Optionally, the baffle 190 may be formed in the elongated cleaning solution discharge slot 378 in fluid communication between the solution discharge chamber 374 and the cleaning head operating surface 426. As disclosed herein, if present the baffle 190 reduces the solution discharge slot 378 to a narrow slot. The resultant narrower solution discharge slot 378 aids in reducing the spray of cleaning solution sprayed from the upper pressure equalization chamber 460 through the flow restriction orifices 176 into a substantially uniform thin sheet upon exiting the solution discharge chamber 374 and encountering operating surface 426 of the solution injection bar 422. The optional baffle 190, if present in the cleaning solution discharge slot 378, also aids in reducing cleaning solution penetration into the target carpet. However, the narrow width of the cleaning solution discharge slot 378 formed by the baffle 190 is not required to develop back pressure in the pressure equalization chamber 460, rather back pressure is developed in the pressure equalization chamber 460 by fluid discharge restriction of the flow restriction orifices 176.
The inner glide structure 476 a forms the elongated cleaning head operating surface 426 directly below the lower lengthwise edge of the alternative solution injection bar 422 and spaced below the cooperating pressure equalization chamber 460. The elongated planar cleaning head operating surface 426 is the portion of the cleaning head assembly 106 that will face and contact the carpet or other target surface to be cleaned. The cleaning head assembly 106 also includes pair of substantially rigid cleaning solution extraction or retrieval slots 128 and 130 formed adjacent to opposite edges of the cleaning head operating surface 426 and substantially contiguous therewith. The cleaning solution retrieval slots 128, 130 are optionally oriented substantially upright (shown) relative to the cleaning head operating surface 426. The solution retrieval slots 128, 130 are coupled into the vacuum chamber 132 that communicates with the vacuum hose 104 for extracting from the carpet spent cleaning solution and soil dissolved therein via a fluid extraction airstream produced by a vacuum formed therein for delivery to the waste receptacle 102. The solution retrieval slots 128, 130 are thus coupled to the source of vacuum 102 through the vacuum hose 104 and operated to dry the carpet as it is fluid cleaned. Vacuum control switch 110 controls the vacuum source 102, as disclosed herein.

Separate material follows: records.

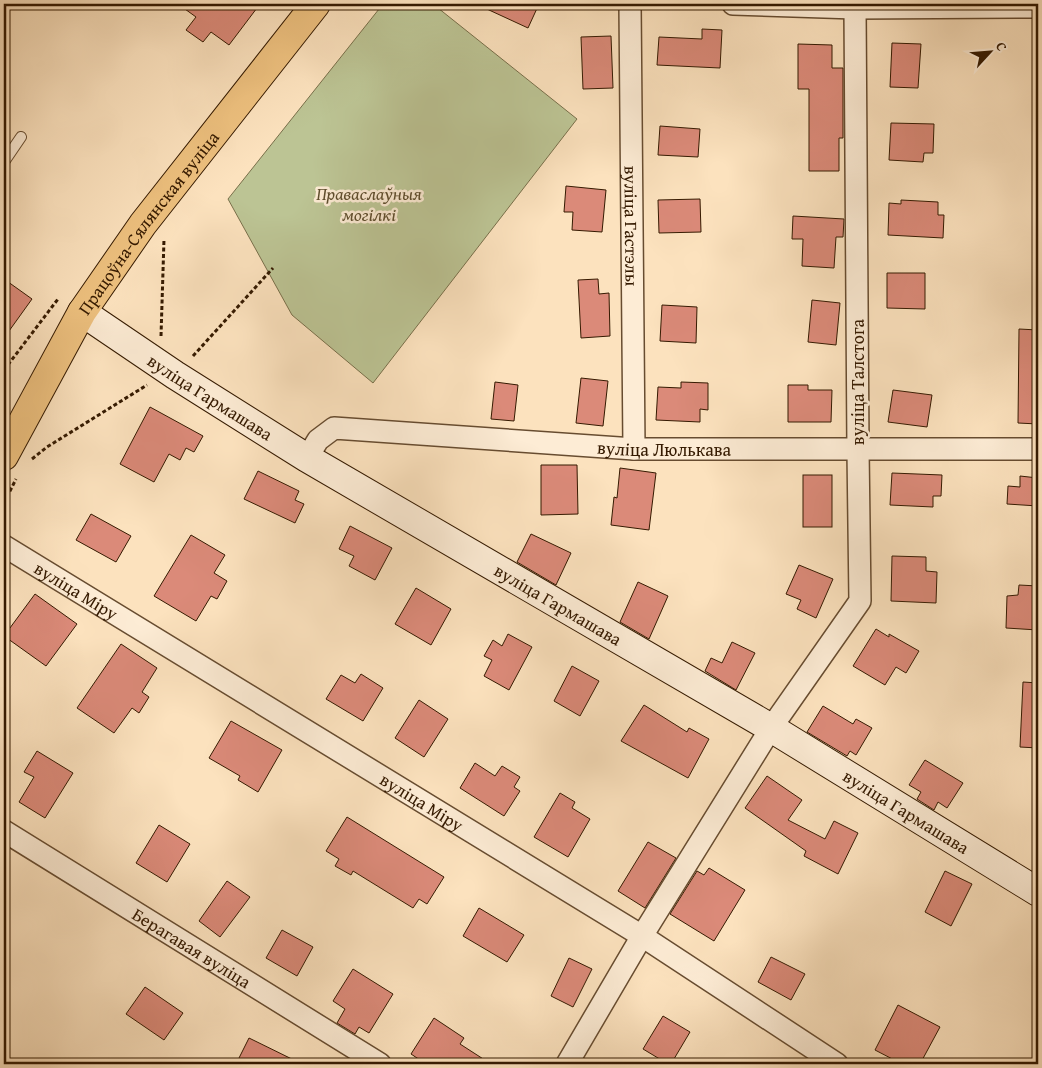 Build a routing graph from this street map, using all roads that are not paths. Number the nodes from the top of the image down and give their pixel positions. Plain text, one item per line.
1 (316, 4) edge
2 (630, 4) edge
3 (732, 4) edge
4 (1038, 7) edge
5 (855, 8) junction
6 (21, 136) dead end
7 (4, 162) edge
8 (82, 312) junction
9 (634, 449) junction
10 (1038, 449) edge
11 (858, 450) junction
12 (4, 456) edge
13 (307, 458) junction
14 (4, 546) edge
15 (771, 728) junction
16 (4, 831) edge
17 (1038, 892) edge
18 (642, 936) junction
19 (380, 1064) edge
20 (567, 1064) edge
21 (837, 1064) edge

1 - 8 main road, Працоўна-Сялянская вуліца
2 - 9 street, вуліца Гастэлы
3 - 5 street
4 - 5 street
5 - 11 street, вуліца Талстога
6 - 7 lane
8 - 12 main road, Працоўна-Сялянская вуліца
8 - 13 main road, вуліца Гармашава
9 - 11 street, вуліца Люлькава
9 - 13 street, вуліца Люлькава
10 - 11 street, вуліца Люлькава
11 - 15 street, вуліца Талстога
13 - 15 main road, вуліца Гармашава
14 - 18 street, вуліца Міру
15 - 17 main road, вуліца Гармашава
15 - 18 street, вуліца Талстога
16 - 19 street, Берагавая вуліца
18 - 20 street, вуліца Талстога
18 - 21 street, вуліца Міру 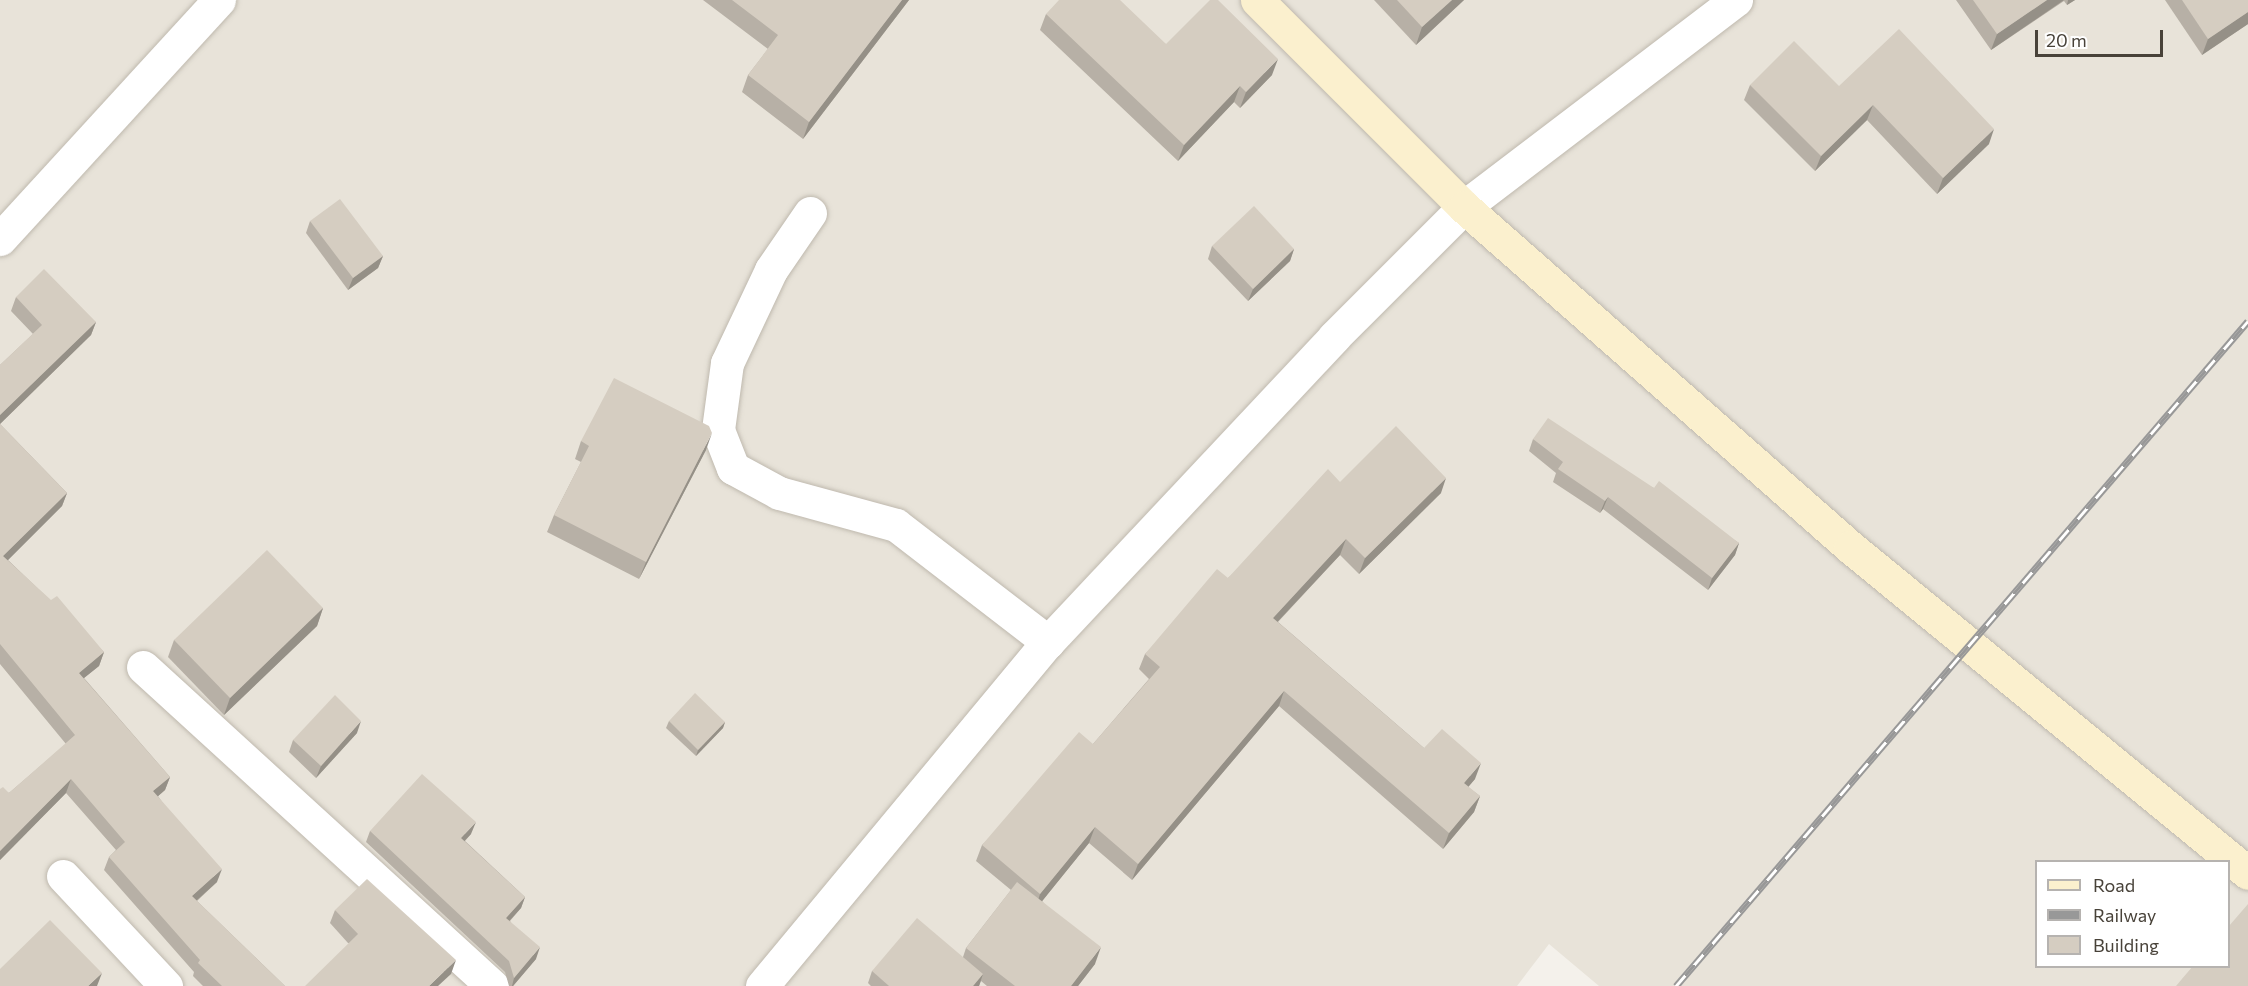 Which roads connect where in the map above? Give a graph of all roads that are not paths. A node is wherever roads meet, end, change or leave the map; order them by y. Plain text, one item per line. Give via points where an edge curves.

The cleaning solution retrieval slots 128, 130 are substantially the same length as the solution injection bar 422 for drawing a thin and substantially uniform sheet of cleaning solution across the cleaning head operating surface 426 so that the spent fluid stays near the surface of the nap and does not penetrate deep into the carpeting. Extracting the spent cleaning solution from the carpet is a function of both vacuum pressure and air flow of the fluid extraction airstream. Vacuum pressure is maximized by the retrieval slots 128, 130 being in close contact with the carpet or other target surface to be cleaned, which is accomplished by positioning the retrieval slots 128, 130 substantially coplanar with the operating surface 426, as shown. Air flow is maximized by maximizing the area of the openings into retrieval slots 128, 130 adjacent to operating surface 426. However, too large openings into retrieval slots 128, 130 results in the vacuum pressure of the fluid extraction airstream sucking fabric into the slots 128, 130 and thereby making the cleaning head assembly 106 difficult to move across the carpet or other fabric target. Therefore, the retrieval slots 128, 130, though elongated, are made narrow to minimize the opportunity to pull up the fabric.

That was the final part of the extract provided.